‘Instead of filling in the blanks, I wanted to be a blank and be filled in.’

by bethanybump

As I often do when I finish cleaning someone’s house early (summer job), a couple weeks ago I found myself leafing through the inhabitant’s books and magazines stacked on his trendy, post-modern coffee table. National Geographic, Newsweek, Rolling Stone topped the stacks, their covers largely uninteresting except for the latter. Robert Downey Jr. was the cover story for that week’s Rolling Stone. Having little knowledge of the magazine outside of assuming it was just about music, I skimmed it for the Downey profile looking for an answer as to why a music magazine would profile an actor.

It didn’t matter, really. Robert Downey Jr. had been a brief crush of mine in my mid-teens, but all the hype about him since Iron Man had made me self-conscious of my own appeal toward him. If the mainstream likes him, I certainly shouldn’t. Regardless, with the first sentence of the profile in Rolling Stone I was hungry for more. I read violently, refusing to put it down when in all likelihood I should have been cleaning up final things in the house I was soon to leave.

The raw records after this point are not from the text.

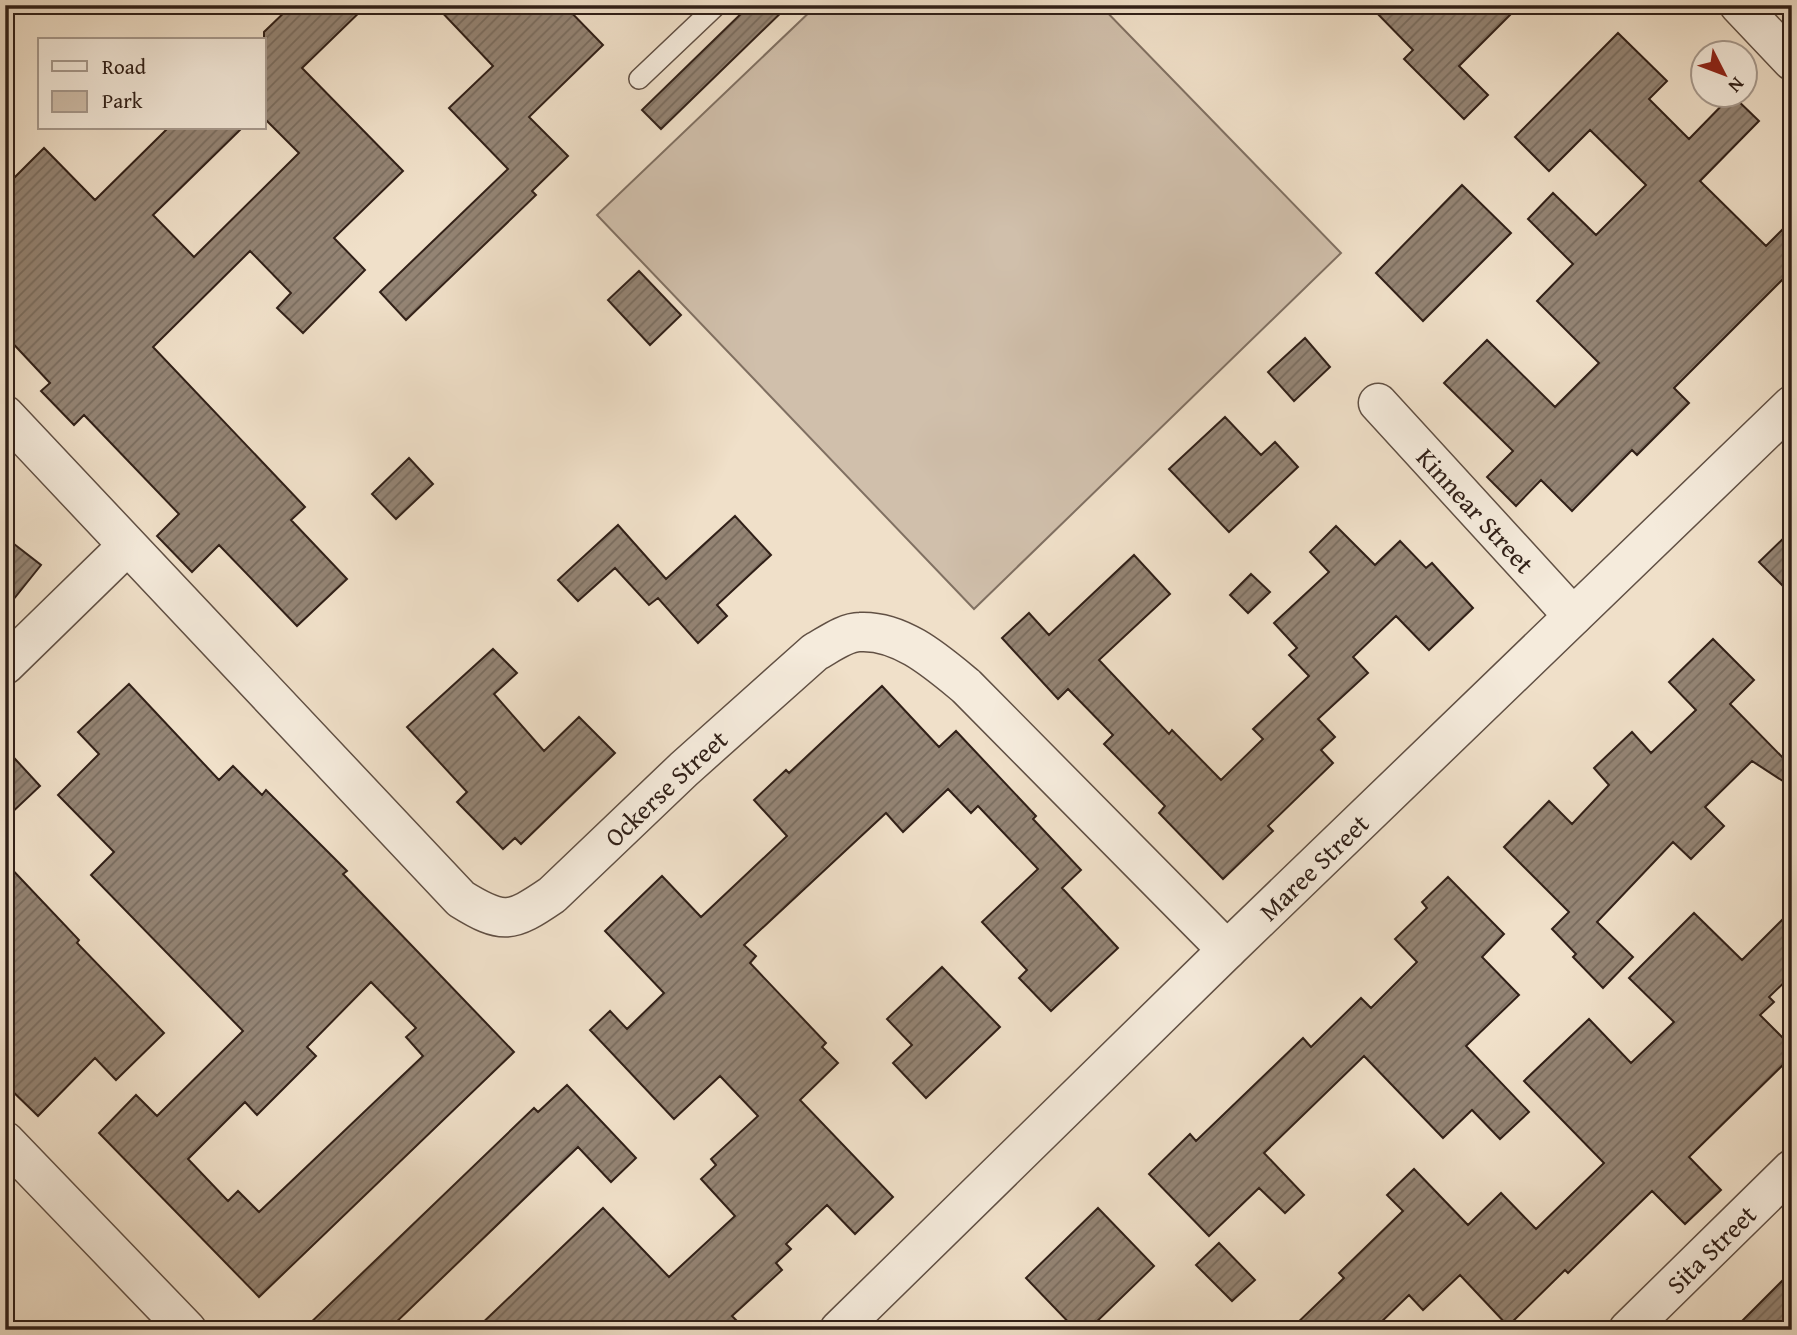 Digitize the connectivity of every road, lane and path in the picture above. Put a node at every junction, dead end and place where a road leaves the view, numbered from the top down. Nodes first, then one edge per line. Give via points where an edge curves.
1 (717, 5) edge
2 (1739, 5) edge
3 (1792, 61) edge
4 (639, 79) dead end
5 (1378, 403) dead end
6 (1792, 405) edge
7 (5, 415) edge
8 (127, 546) junction
9 (1573, 616) junction
10 (5, 665) edge
11 (1227, 950) junction
12 (5, 1141) edge
13 (1792, 1169) edge
14 (187, 1330) edge
15 (839, 1330) edge
16 (1628, 1330) edge

1 - 4 lane
2 - 3 street
5 - 9 street, Kinnear Street
6 - 9 street, Maree Street
7 - 8 street, Ockerse Street
8 - 10 street
8 - 11 street, Ockerse Street via 461,899 495,917 513,918 552,895 815,652 859,632 891,637 930,657 966,686
9 - 11 street, Maree Street
11 - 15 street, Maree Street
12 - 14 street
13 - 16 street, Sita Street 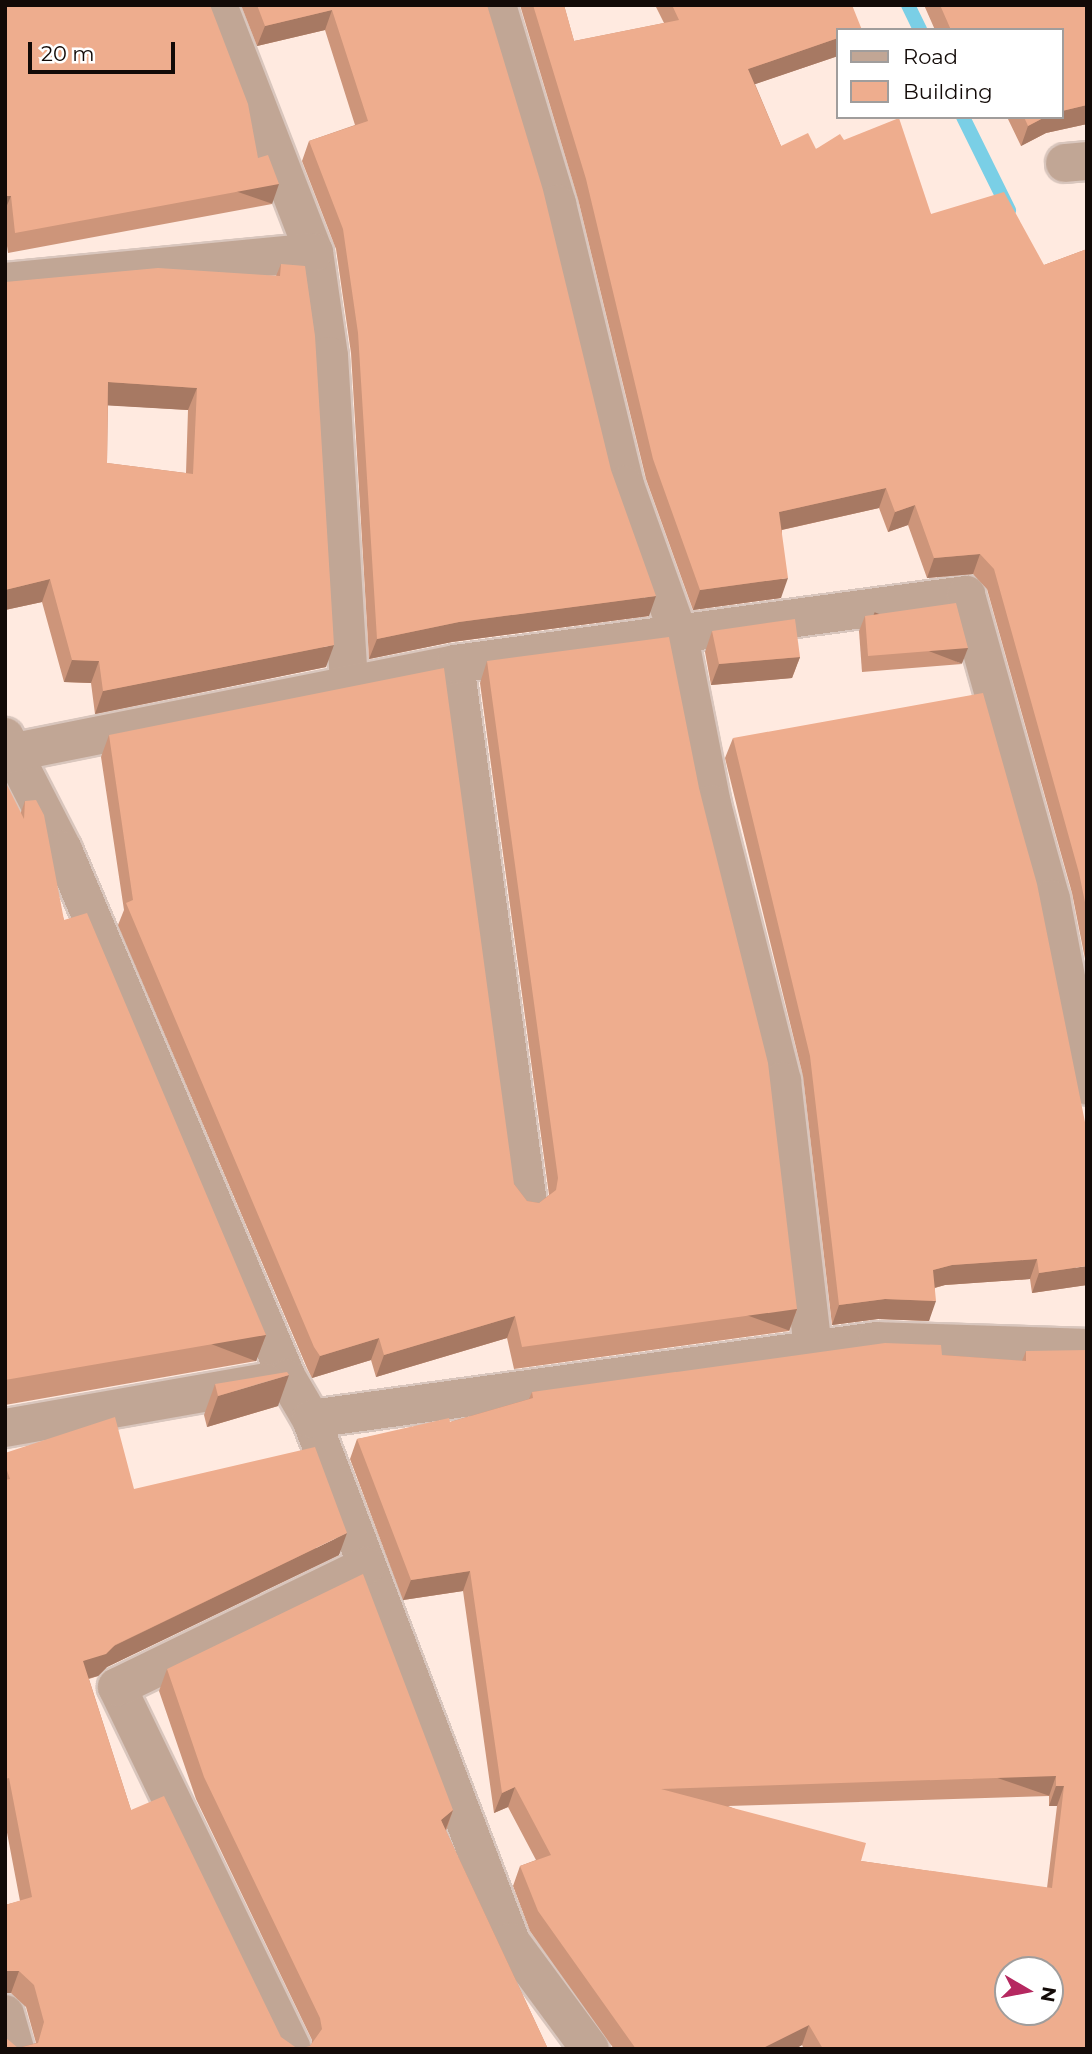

I’ve never respected magazines. Their writers, their editors, their condescension. I’ve never respected the people who so vainly want to write for them, most of these people surround me in school, and most of them happen to be clearly privileged girls who think their overpriced wardrobe somehow qualifies them to report on fashion, trends and celebrities in high-profile magazines. Maybe despise is a better word. I pretty much despise them. The way magazine writers write dumbfounds me. There’s always some folksy, trying-too-hard to be relatable element in their language. “You wouldn’t think someone with the media circus of Britney Spears following her around would show up to an interview in ripped jeans and a plain white T-shirt would you?” No, never. I wouldn’t think someone who is trying to tell me there is a certain down-to-earth quality in a celebrity wouldn’t just say that in normal terms. Instead, I find, they write the way they think magazine writers should sound. I’m not innocent of this. Perhaps my biggest fear of writing in the last year has been just that. Sometimes I find myself writing the way I think writers should sound.

Walter Kirn stunned me. In his simplicity, his vocabulary (surprisingly complex but not in the flashy, erudite style people who use words like erudite write), in his apparently heightened perception of the people and things around him. I didn’t recognize the byline, but I knew the only reason I was at all interested in Robert Downey Jr.’s absurd, new age-y, over-hyped life was because of the way Walter Kirn wrote about him. Kirn’s tagline at the end of the article said he was the author of “Up in the Air.” Great movie, but never read the book.

Luckily, I found several of his novels at the Schenectady library last weekend. It also had his memoir, “Lost in the Meritocracy.” After I had finished one of his novels from the 1990s, I started in on the memoir. I now have the need to find every piece of writing of his that’s public and read them all. I have also esteemed him one of my favorite writers, where his writing style not surprisingly fits in with that of my other favorite authors. It appears that over the years I have developed a taste for a certain writing style — Dave Eggers, Jonathan Franzen, Chuck Klosterman, James Frey, even. And now Walter Kirn.

Here are a few excerpts from “Lost in the Meritocracy” that I chose — arrogantly — because they remind me of my own thoughts:

“Who knew that serious art could be like this? Who would have guessed that the essence of high culture would turn out to be teasing the poor saps that still believed in it? Certainly no one back in Minnesota. Well, the joke was on them, and I was in on it. I could never go back there now. It bothered me that I’d ever even lived there, knowing that people here on the great coast (people like me—the new, emerging me) had been laughing at us all along. But what troubled me more was the dawning realization that had I not reached Princeton, I might never have even discovered this; I might have stayed a rube forever. This idea transformed my basic loyalties. I decided that it was time to leave behind the sort of folks whom I’d been raised around and stand—for better or for worse—with the characters who clued me in.”

“‘Truman said something interesting last night. We were drinking decaf at my station. I mentioned you. Your vocabulary. Your grades. I told him you might want to be a writer. He said, ‘Millie, your precious little boy is either a writer or he isn’t.’ So I said, ‘How will he know if he’s a writer?’ And Truman, my little Martian, he shook his head, his dear little head, and said, ‘If he keeps on doing it.'”

“Alone in my room, congested and exhausted, I forgot my obsession with self-advancement. I wanted to lose myself. I wanted to read. Instead of filling in the blanks, I wanted to be a blank and be filled in. I wanted to find out what others thought.”